La maestra (di scuola elementare, non d’asilo) possiede il raro dono di trasformare l’apprendimento in scoperta e gioco e divertimento. Per questa maestra essere dalla parte dei bambini significa trasportare la loro mente in una dimensione aperta alla comprensione e allo scambio, affinchè il sapere si coniughi con la naturale curiosità di un cucciolo che cresce. La principale dote umana che la contraddistingue è il rispetto per i bambini e la consapevolezza della grande responsabilità di contribuire alla crescita di cittadini liberi e responsabili. Questa maestra ha fatto, anche del suo percorso professionale, un’occasione per crescere e non smettere mai di imparare dai bambini.
Come definirebbe lo stile di vita e le esperienze delle comunità locali trattate nel suo romanzo e in che rapporto sono con la narrazione della “grande storia” ?
Le storie e lo stile di vita raccontate sono quelle di una società, quella dell’Appennino, fotografate ancora nel pieno del loro rigoglio e, in quanto tali, specchio di un’Italia minore che, in realtà rappresenta il vero cuore del nostro Paese e, non a caso, la sua spina dorsale geografica e intima. E’ l’Appennino nel suo correre lungo lo stivale ed esserne il luogo che conserva la Memoria, la sede in cui la Storia importante, quella ufficiale, si è sposata con le tante, infinite e bellissime storie italiane, come quella raccontata nel libro.

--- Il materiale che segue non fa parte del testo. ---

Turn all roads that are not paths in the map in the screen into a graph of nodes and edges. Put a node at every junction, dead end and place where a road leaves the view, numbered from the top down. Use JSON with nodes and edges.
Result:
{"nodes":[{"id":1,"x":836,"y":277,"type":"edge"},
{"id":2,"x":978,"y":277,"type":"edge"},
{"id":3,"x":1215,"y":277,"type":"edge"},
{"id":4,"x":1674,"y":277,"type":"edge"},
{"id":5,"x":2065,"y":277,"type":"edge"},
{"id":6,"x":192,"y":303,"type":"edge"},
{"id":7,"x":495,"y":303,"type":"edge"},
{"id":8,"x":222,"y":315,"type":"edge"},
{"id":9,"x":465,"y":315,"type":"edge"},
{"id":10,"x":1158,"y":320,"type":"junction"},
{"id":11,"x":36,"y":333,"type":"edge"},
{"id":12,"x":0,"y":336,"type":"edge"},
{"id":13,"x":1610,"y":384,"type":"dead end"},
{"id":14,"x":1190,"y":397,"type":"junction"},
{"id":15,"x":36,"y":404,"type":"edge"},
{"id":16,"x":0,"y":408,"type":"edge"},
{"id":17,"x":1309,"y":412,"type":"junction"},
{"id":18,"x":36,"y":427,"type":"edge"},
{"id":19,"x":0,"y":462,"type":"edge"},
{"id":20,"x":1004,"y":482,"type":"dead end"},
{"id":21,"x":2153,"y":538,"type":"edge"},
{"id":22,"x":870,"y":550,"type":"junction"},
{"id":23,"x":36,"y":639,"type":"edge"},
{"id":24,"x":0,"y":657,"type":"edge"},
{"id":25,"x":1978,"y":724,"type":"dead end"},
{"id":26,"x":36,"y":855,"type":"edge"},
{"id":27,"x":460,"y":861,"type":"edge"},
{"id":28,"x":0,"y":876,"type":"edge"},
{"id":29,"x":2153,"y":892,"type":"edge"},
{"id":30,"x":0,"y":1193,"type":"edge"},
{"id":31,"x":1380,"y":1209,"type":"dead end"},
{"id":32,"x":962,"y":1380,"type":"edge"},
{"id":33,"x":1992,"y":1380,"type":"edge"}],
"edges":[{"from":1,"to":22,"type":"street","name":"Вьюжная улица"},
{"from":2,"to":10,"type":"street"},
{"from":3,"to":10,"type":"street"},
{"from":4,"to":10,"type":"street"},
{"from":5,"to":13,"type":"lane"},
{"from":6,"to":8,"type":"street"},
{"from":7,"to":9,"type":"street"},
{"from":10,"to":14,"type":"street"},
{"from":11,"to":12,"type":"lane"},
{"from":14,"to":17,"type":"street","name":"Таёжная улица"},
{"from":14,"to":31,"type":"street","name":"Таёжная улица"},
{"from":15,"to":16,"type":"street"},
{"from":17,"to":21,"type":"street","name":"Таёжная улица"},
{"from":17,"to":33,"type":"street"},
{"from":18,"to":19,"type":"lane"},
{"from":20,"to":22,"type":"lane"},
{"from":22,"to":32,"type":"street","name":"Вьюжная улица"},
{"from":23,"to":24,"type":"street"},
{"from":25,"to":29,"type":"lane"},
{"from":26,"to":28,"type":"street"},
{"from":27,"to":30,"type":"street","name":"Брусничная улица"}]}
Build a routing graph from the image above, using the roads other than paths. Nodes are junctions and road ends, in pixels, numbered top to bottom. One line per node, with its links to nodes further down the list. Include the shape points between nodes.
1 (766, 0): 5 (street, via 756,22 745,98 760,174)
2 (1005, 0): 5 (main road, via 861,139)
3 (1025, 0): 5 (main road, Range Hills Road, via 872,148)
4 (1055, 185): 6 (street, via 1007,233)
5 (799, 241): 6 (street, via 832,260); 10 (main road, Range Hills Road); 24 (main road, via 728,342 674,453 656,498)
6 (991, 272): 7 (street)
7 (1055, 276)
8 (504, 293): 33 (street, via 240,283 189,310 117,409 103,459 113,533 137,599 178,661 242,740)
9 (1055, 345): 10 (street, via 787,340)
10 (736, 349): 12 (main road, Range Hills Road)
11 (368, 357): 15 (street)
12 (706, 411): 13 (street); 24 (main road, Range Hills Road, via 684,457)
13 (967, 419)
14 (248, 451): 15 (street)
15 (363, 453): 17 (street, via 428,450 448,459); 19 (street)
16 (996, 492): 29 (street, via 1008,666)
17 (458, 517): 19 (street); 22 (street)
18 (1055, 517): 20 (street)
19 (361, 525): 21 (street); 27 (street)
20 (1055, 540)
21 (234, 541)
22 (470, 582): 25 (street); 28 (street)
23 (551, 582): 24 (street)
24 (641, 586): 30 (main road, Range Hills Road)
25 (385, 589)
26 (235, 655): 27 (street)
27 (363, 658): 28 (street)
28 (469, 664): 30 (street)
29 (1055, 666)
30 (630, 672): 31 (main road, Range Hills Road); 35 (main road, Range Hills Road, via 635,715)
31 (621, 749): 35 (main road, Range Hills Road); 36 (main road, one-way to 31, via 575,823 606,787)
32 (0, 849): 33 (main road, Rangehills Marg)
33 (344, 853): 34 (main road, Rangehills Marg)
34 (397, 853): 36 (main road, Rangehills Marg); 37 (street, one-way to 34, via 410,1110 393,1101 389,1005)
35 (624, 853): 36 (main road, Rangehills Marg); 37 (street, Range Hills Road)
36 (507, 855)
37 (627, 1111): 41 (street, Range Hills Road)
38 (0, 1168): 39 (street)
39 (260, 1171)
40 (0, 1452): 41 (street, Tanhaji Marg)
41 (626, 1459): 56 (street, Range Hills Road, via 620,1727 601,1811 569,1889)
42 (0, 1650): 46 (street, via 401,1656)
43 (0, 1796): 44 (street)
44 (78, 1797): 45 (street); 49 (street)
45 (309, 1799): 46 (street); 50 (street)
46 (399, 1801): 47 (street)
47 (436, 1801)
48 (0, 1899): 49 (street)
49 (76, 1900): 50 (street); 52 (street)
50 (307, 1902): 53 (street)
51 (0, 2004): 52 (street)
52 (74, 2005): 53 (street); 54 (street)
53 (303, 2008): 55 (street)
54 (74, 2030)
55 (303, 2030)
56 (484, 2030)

Come è possibile salvaguardare secondo lei le differenze e le ricchezze particolari di un territorio e, allo stesso tempo, integrarle in un progetto di spirito e di unità nazionale?
La salvaguardia di un territorio passa attraverso il riconoscimento delle sue peculiarità, in ciò che lo fa essere diverso e, al tempo stesso, simile o vicino ad un altro territorio. E’ la capacità di “raccontarlo” un territorio che lo fa essere un luogo speciale e unico. L’Italia è, per sua stessa essenza, il Paese delle infinite storie e luoghi che contribuiscono a crearne il fascino e la ricchezza.
Riconoscere e difendere la ricchezza del piccolo, del minuscolo, ne esalta l’insieme, esattamente come un’orchestra trasforma il contributo di ogni singolo strumento in un’armonia.
Come descriverebbe il suo stile di scrittura? Quali autori del presente e/o del passato prende come modello?
La formula narrativa che ho scelto è stata quella, certamente, autobiografica, ma con un continuo altalenarsi fra la storia personale e quella del gruppo umano e del territorio, in una composizione e scomposizione che rappresentano il tratto dominante dell’intero racconto e la sua armonia.
La formula narrativa che sento più prossima è quella di autori come Maurizio Maggiani ed Erri de Luca, proprio per la capacità di trasformare il racconto della storia piccola in un racconto epico.
Come è stata la sua esperienza editoriale con il Gruppo Albatros Il Filo? Progetta di scrivere altri libri?
Buona l’esperienza con il Gruppo Albatros Il Filo. Si, conto di proseguire nella scrittura.

Ringraziamo l’autrice per aver risposto alle nostre domande e per averci aiutato ad arrivare al cuore del testo e delle questioni in esso implicate. Storia di una maestra d’Appennino di Rosa Maria Manari, pubblicato dal Gruppo Albatros Il Filo, merita di essere letto con attenzione e ci permette di diventare consapevoli di quanto le storie particolari siano meritevoli di essere conservate e solo grazie a esse possiamo giungere a una comprensione davvero esauriente della storia generale in cui siamo tutti immersi.